Yes. But Sukhotin also wrote that his solution was not optimal.
I say "who cares?": it is computationally unbelievably inexpensive.
> I seem to recall that
> Sukhotin's algorithm applied to Voynichese produced only a few
> unconvincing results that led nowhere (probably echoes of the OKOKOKO
> model). Part of the problem may have been the multiletter
> Voynichese->EVA encoding, which tends to obscure the C-V alternations.
Not part of the problem. The whole problem, I'd say, or very close.
> But even if we were to use the true Voynichese alphabet, the KMC
> strucure would probably prevent the algorithm from finding
> enough CV and VC transitions to call home about.
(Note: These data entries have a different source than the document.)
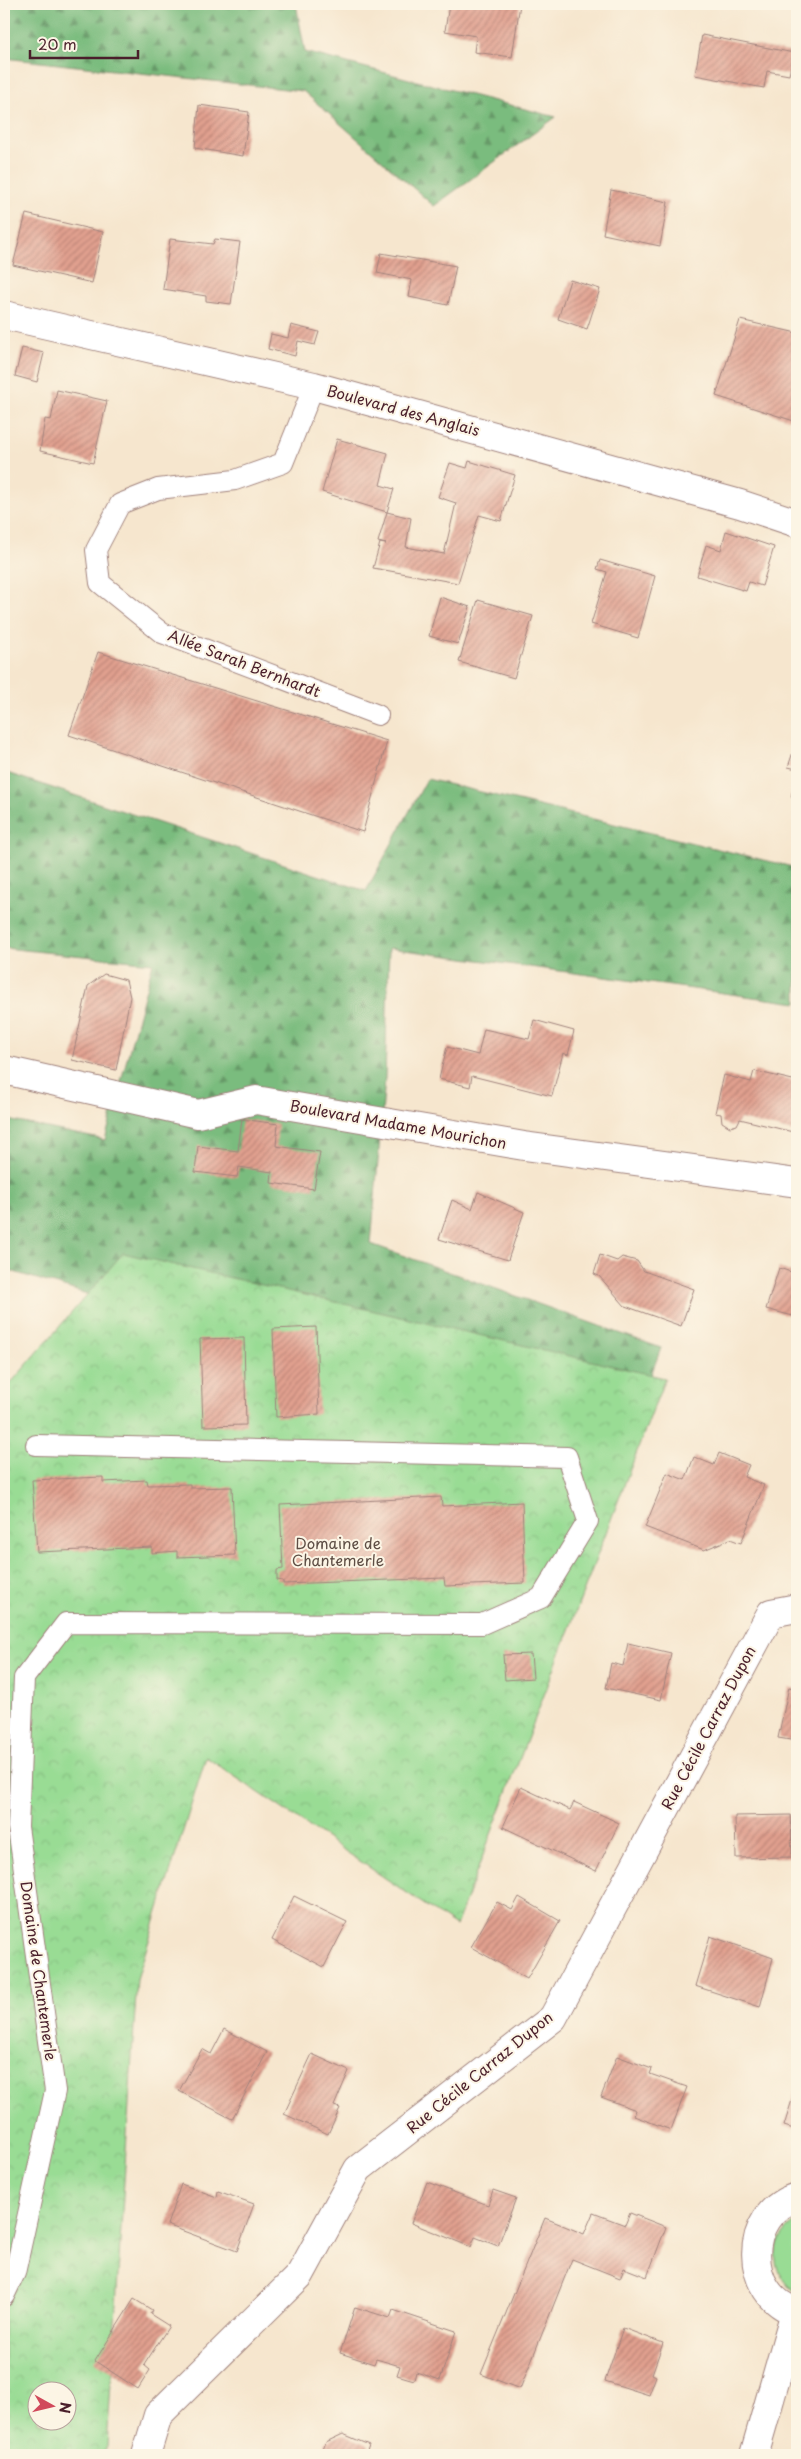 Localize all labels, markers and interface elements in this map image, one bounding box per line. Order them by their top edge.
scale bar [30,28,138,60]
text: 20 m [38,32,77,55]
street label: Boulevard des Anglais [324,378,483,441]
street label: Allée Sarah Bernhardt [165,623,324,702]
street label: Boulevard Madame Mourichon [288,1093,508,1154]
park label: Domaine de Chantemerle [292,1531,384,1571]
street label: Rue Cécile Carraz Dupon [655,1641,761,1813]
street label: Domaine de Chantemerle [16,1880,63,2062]
street label: Rue Cécile Carraz Dupon [401,2005,557,2138]
north arrow [28,2382,78,2432]
text: N [54,2401,77,2415]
Not sure. I once tried the algorithm on a word list of a language
of Vanuatu which was 90% consonants -- but had 10 vowels. Every
vowel identified, none misidentified.
> On the other hand, the KMC structure is not unlike the structure of
> single *syllables* in Latin and other natural languages. Syllable
> boundaries are partly a matter of convention; but, off of my head, I
> would guess that the Latin syllable can be said to have the general
> structure SCRVVN where all letters are optional except for one V; and
> S, R, and N are specific subsets of the consonnats:
>
> in prin ci pio cre a vit de us cae lum et te rram
> te rra au tem e rat i na nis et va cu a et te ne brae
> su per fa ci em a by ssi ...
>
> So it is tempting to identify the core letters K (gallows) of the KMC
> model with the main consonant C of the syllable; the mantle letters M (chairs)
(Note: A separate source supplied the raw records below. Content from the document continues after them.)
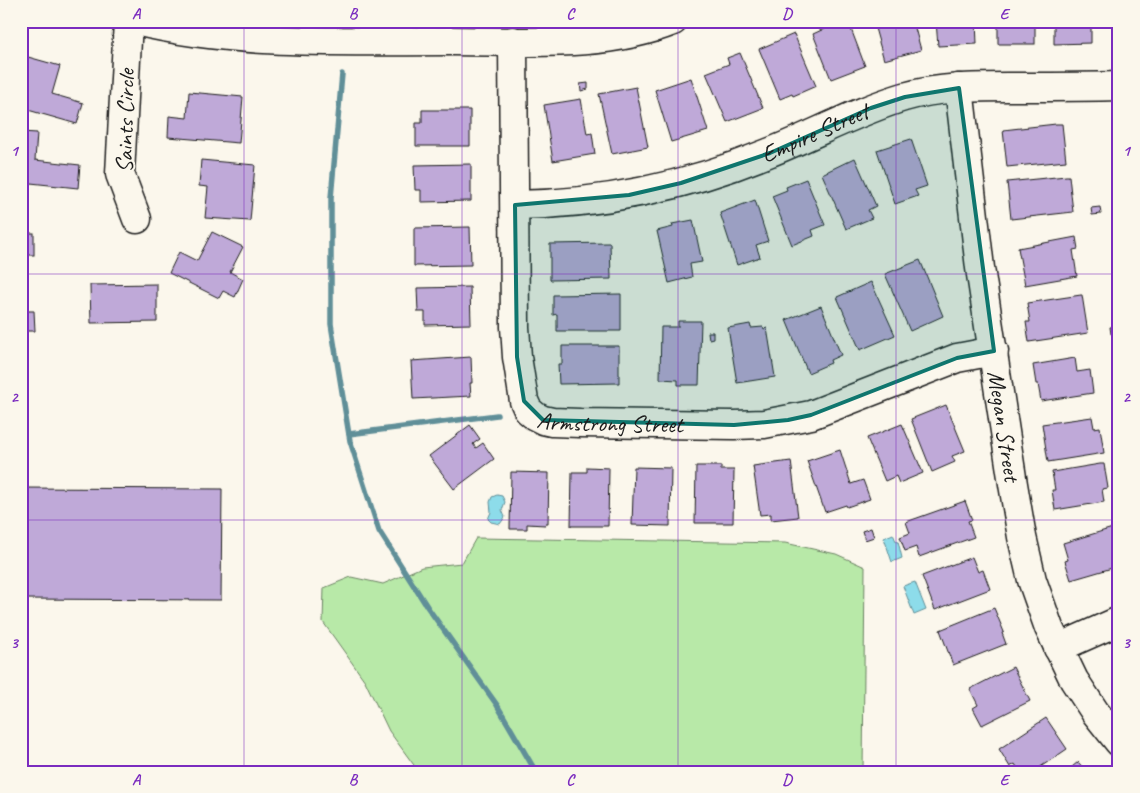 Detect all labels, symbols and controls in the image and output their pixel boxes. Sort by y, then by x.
text: A [132,4,142,24]
text: B [349,4,359,24]
text: C [566,4,576,24]
text: D [782,4,793,24]
text: E [1000,4,1011,24]
street label: Saints Circle [109,67,141,173]
street label: Empire Street [757,95,876,169]
text: 1 [10,141,19,161]
text: 1 [1122,141,1131,161]
street label: Megan Street [981,368,1028,485]
text: 2 [10,387,19,407]
text: 2 [1122,387,1131,407]
street label: Armstrong Street [535,404,685,439]
text: 3 [10,633,19,653]
text: 3 [1122,633,1131,653]
text: A [132,770,142,790]
text: B [349,770,359,790]
text: C [566,770,576,790]
text: D [782,770,793,790]
text: E [1000,770,1011,790]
> with the secondary consonants S and R; the crust letters C (dealers) with the
> vowels; and the final groups <iin>, <in>, etc. with the final consonants N.
Look, I know Latin, I know Chinese. The pattern you have uncovered
looks
strikingly like Chinese. Latin? Let me scratch my head. Scratch...
scratch...
scratch... scratch... er.... scratch... scratch... please don't wait
for me.
>
> This theory has some strengths; for instance it seems to fit the
> observation that dealers (=vowels) often occur alone, whereas gallows,
> tables, and finals (=consonants) almost never do.
If gallows are tonal marks they won't occur alone. Ditto if they
mark vowel/consonant length or/and aspiration. Ever seen a
spiritus asper occur alone in Greek, and a shaddah without
a letter underneath in Arabic? (Not to mention a Portuguese
tilde without an a, an o, or an e, but not an n!)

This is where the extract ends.